HDP Diyarbakır Milletvekili İmam Taşçıer: “Kürtler artık uluslararası aktör konumuna geldi. Varlığından dahi söz edilemezken konumu tamamen değişti. Dünyanın bütün halkları, insan hakları örgütleri, diplomatları, Kürtlerin aktörlüğünü kabul etti. Bu kazanımlarından kaynaklı saldırılar gelişiyor.
Eğer ulusal birlik sağlanmış olsaydı saldırılar bu kadar zarar verecek düzeye gelmezdi. Kürtlerin kazanımlarını gören 4 parça Kürdistan’ın sömürge devletleri kendi aralarındaki tüm çelişkileri bırakıp ortak hareket edebiliyorlar. Bunu en son Kerkük referandumunda gördük. İran-Irak-Suriye-Türkiye bu referandum döneminde Kürtlere karşı bir araya geldi. Kürtleri boğmaya çalıştılar. Bunu şu an Kuzey-Doğu Suriye’ye yönelik saldırılarda da görüyoruz. Çünkü herhangi bir parçada Kürtlerin özgürleşmesi diğer parçadaki Kürtleri direk etkiliyor. Kürtlerin ulusal birliği de bundan kaynaklı çok önemlidir. Bu tür saldırılarda Kuzey Kürtleri olarak bizler büyük eylemler yaparsak bu saldırıyı bir şekilde durdururuz.

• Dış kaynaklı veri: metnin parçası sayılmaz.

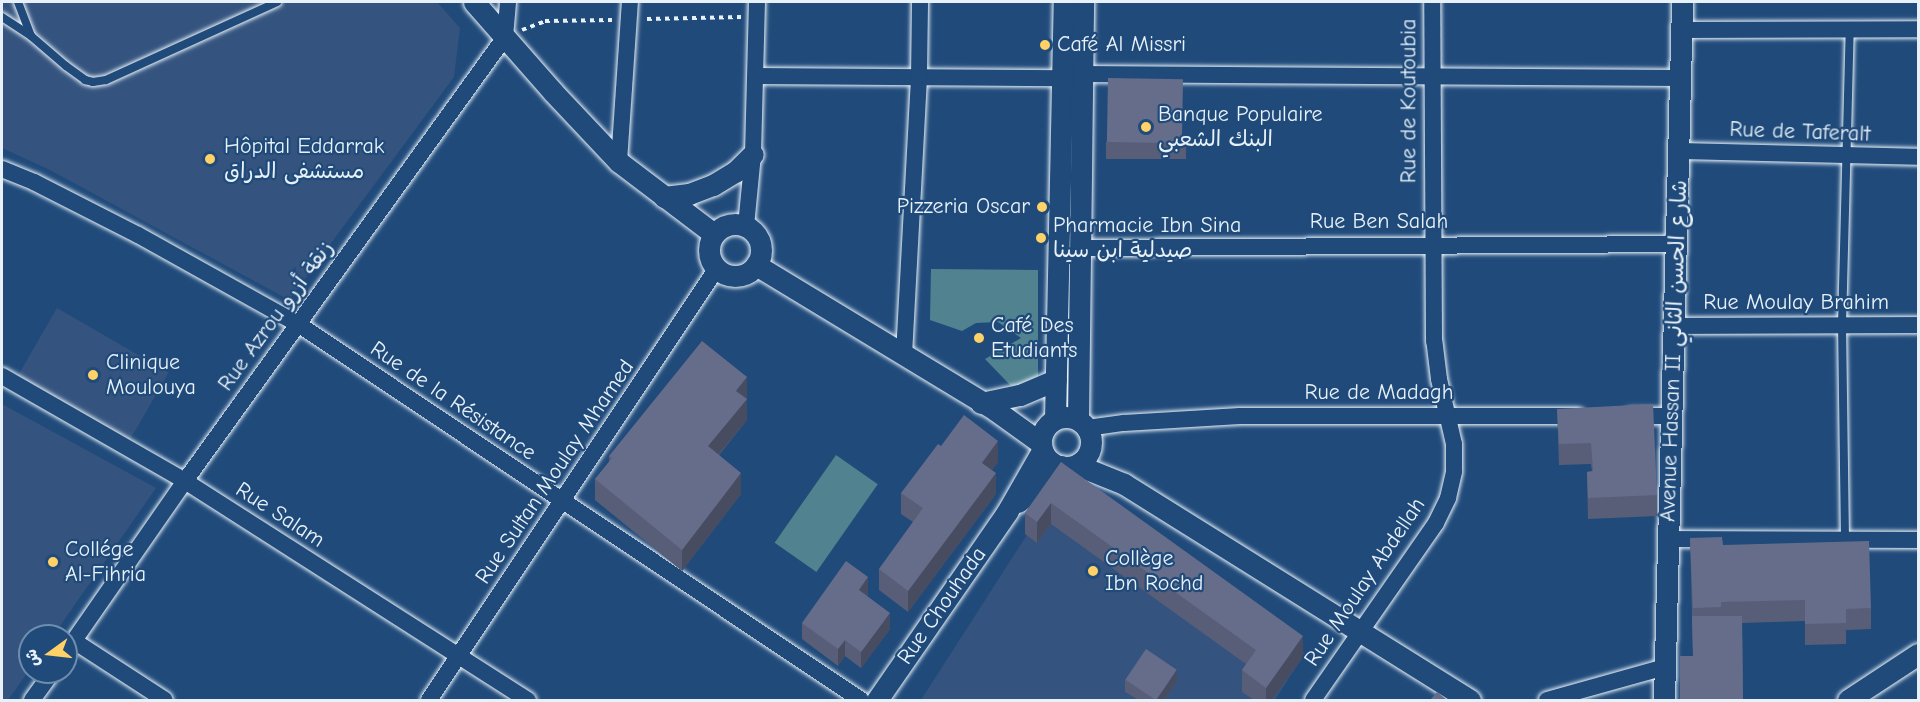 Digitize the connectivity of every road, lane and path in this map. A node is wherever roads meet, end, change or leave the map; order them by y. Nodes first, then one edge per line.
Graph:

Tabi biz bu durumda Türkleri ve diğer halkları da yanımızda görmek istiyoruz.
Kürtlere saldırı olurken Kürtlerin birlikte yaşadığı diğer halklara da saldırı olmuş oluyor. Suriye bunun net örneğidir. 2013’te Sayın Abdullah Öcalan, Sayın Barzani ve Sayın Celal Talabani’nin çağrısıyla Erbil’de yaklaşık 70 Kürt parti kurum, kuruluş toplandı. Ve o gün ulusal birlik çalışması sonuç verseydi bugün bu kadar saldırı olmayacaktı. Bakın uzun yıllardır yapılan birlik görüşmeleri ardından soğukluk giderildi, bir yakınlaşma başladı. Keza Rojava’ya yönelik gelişen son saldırıda Kürt partiler ve Kürt halkı ortak duruş sergiledi. Bizim amacımız bu ortak tutumu bir organizasyonla kalıcı hale getirip dünyaya göstermek. HDP olarak çalışmalarımız devam edecektir.”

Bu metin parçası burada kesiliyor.